Cette maladie est très commune dans nos institutions publiques. On la retrouve dans des institutions publiques et intercommunales de toutes natures (Les Tec : 85 administrateurs, Vivaqua : 25 administrateurs, Hôpital Brugmann : 22 administrateurs, Tectéo : 34, Sibelga : plus de trente…). L’attribution d’un poste d’administrateur relève aujourd’hui plus de la récompense pour services rendus que de l’investiture d’une mission importante.

Le 20 septembre, soit 15 jours avant la restructuration financière de Dexia du 4 octobre, le CEO de Dexia Mr Mariani donnait une conférence sur la gouvernance d’entreprise de Dexia à l’invitation de Guberna. J’y avais publiquement posé la question de ce nombre d’administrateurs trop important. Mr Mariani m’avait répondu que ce nombre était dû à l’actionnariat composé de Français d’une part et de Belges d’autre part. En outre, les Belges devaient être représentés par des Flamands et par des Francophones. Je veux bien, mais cela expliquerait pourquoi il y aurait 8 représentants (4-2-2, par exemple). Pas 18.

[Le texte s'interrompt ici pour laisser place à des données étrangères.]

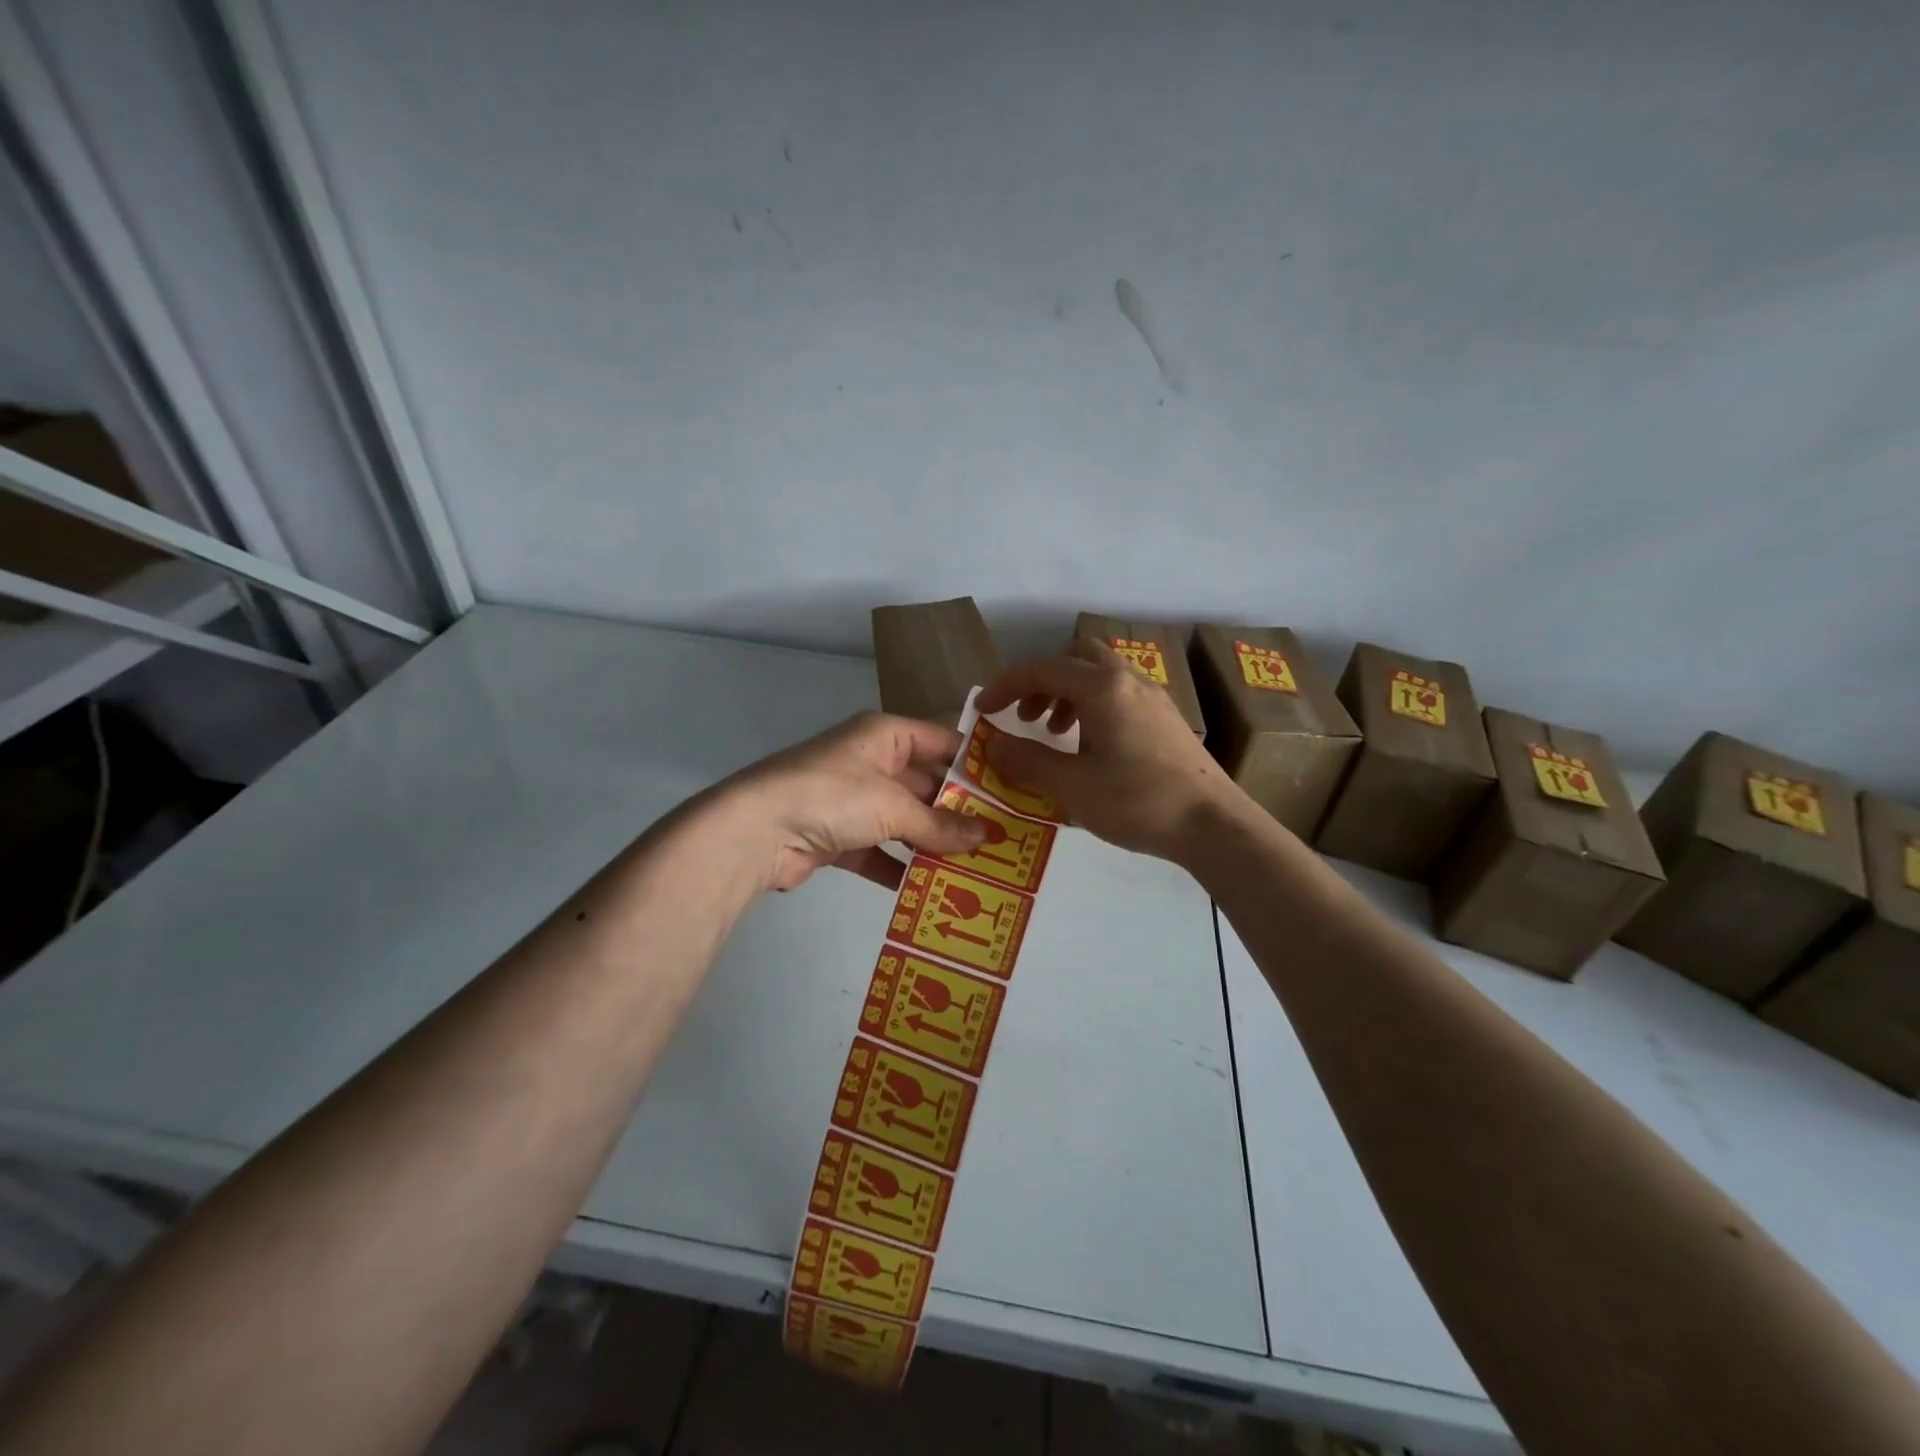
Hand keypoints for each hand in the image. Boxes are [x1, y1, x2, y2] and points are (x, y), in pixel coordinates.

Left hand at [718, 711, 985, 892]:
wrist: (757, 831)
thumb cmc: (834, 796)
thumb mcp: (894, 806)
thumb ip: (940, 824)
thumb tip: (986, 837)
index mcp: (884, 735)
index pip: (941, 741)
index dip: (974, 763)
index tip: (1010, 788)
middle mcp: (870, 761)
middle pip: (924, 784)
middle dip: (957, 811)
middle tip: (1000, 837)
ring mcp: (851, 800)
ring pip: (903, 820)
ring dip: (932, 843)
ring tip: (976, 866)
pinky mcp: (837, 837)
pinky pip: (879, 850)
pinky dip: (900, 868)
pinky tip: (931, 889)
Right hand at [976, 638, 1243, 862]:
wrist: (1213, 825)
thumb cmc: (1137, 801)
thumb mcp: (1071, 786)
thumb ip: (1027, 760)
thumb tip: (993, 742)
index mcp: (1102, 688)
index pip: (1042, 669)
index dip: (1006, 686)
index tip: (984, 711)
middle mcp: (1128, 681)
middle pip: (1076, 658)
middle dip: (1042, 682)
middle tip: (1027, 717)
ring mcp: (1153, 698)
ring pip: (1100, 676)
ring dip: (1068, 696)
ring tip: (1056, 735)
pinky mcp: (1166, 719)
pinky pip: (1119, 695)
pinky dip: (1093, 708)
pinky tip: (1091, 749)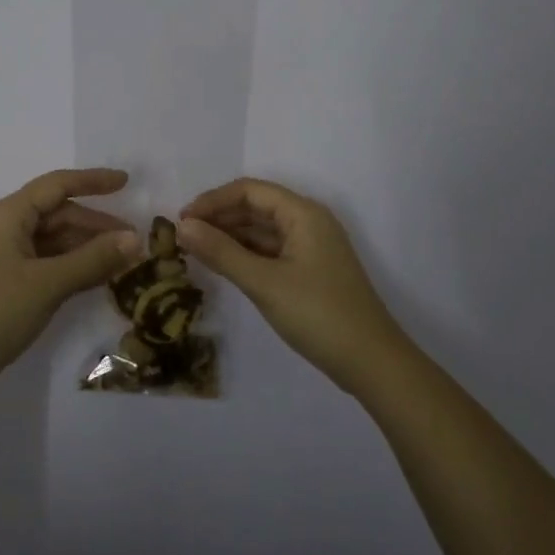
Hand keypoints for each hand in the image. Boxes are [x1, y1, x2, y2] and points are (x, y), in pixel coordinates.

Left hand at [0, 169, 141, 397]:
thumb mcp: (49, 284)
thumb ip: (93, 259)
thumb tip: (135, 239)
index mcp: (8, 215)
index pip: (57, 185)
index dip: (93, 181)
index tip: (126, 182)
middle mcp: (4, 227)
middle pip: (57, 214)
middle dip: (95, 225)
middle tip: (133, 242)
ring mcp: (2, 255)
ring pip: (52, 240)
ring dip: (86, 248)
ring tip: (122, 262)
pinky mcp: (4, 281)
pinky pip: (45, 261)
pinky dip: (71, 266)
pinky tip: (96, 278)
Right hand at [179, 178, 409, 392]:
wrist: (372, 363)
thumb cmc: (318, 314)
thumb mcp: (263, 282)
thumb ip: (221, 252)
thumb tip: (181, 226)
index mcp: (303, 213)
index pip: (249, 191)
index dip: (213, 201)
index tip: (181, 220)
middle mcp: (308, 222)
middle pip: (255, 207)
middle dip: (219, 218)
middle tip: (182, 237)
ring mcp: (311, 247)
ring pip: (262, 230)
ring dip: (230, 236)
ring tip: (195, 251)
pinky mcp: (310, 270)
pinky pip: (271, 251)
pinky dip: (245, 254)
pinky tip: (223, 266)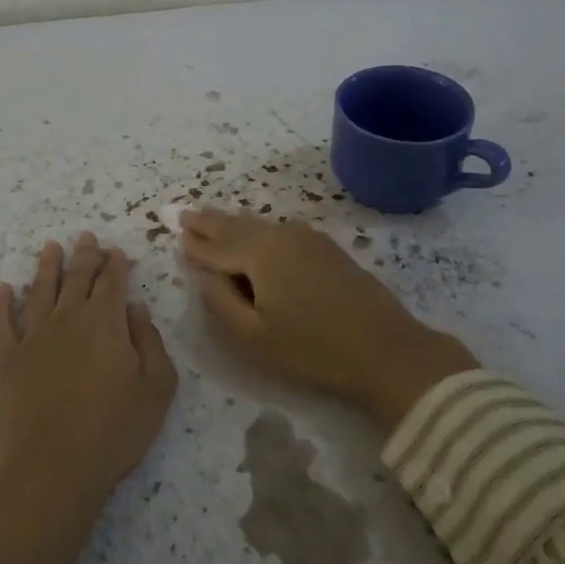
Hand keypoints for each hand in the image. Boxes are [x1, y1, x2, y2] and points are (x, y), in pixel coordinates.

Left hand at [0, 233, 177, 563]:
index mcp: (105, 322)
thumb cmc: (114, 431)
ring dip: (46, 267)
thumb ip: (150, 342)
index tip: (116, 251)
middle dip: (84, 255)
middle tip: (85, 237)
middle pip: (76, 278)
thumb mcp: (157, 388)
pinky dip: (0, 303)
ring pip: (39, 290)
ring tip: (49, 247)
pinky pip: (0, 323)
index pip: (112, 281)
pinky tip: (2, 289)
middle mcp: (68, 318)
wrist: (54, 470)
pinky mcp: (7, 360)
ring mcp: (33, 337)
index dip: (115, 264)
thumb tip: (135, 309)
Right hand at [179, 208, 476, 428]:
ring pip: (259, 225)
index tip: (176, 232)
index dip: (195, 242)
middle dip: (210, 221)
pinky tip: (256, 236)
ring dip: (234, 224)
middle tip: (187, 215)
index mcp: (259, 252)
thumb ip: (219, 302)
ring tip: (214, 221)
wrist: (387, 349)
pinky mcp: (327, 248)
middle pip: (237, 225)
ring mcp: (308, 238)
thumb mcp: (253, 337)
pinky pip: (279, 231)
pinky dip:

Mais alors, pourquoi ce simulacre du conseil d’administration ?

Pourtant, la solution est simple. Avec 8 ou 10 administrateurs dans de telles sociétés, les actionnaires (l’Etat, les communes…) choisiront précautionneusement leurs représentants. Les actionnaires disposeront aussi d’un motif fort par rapport à des individus recherchant l’aura appartenant à la fonction d’administrateur : vu le petit nombre de « postes » d’administrateur, il s’agira de les confier à des personnalités très qualifiées, compétentes. En outre, avec un tel petit nombre, chacun se sentira investi d’une importante responsabilité. Et les responsables pourront être clairement identifiés. On ne se livrera plus à une ridicule partie de ping-pong telle celle observée aujourd’hui : ni responsables ni coupables mais pourtant en charge : l’état, les communes, les régions, les administrateurs de la Holding Communale, de la Holding Dexia (Dexia S.A.), de la Banque Dexia, les différents comités de direction, les autorités de régulation et de contrôle etc.

 

 Yvan de Beauffort

Assistant en Finances à la Solvay Business School, ULB.
Conseiller communal MR à Schaerbeek.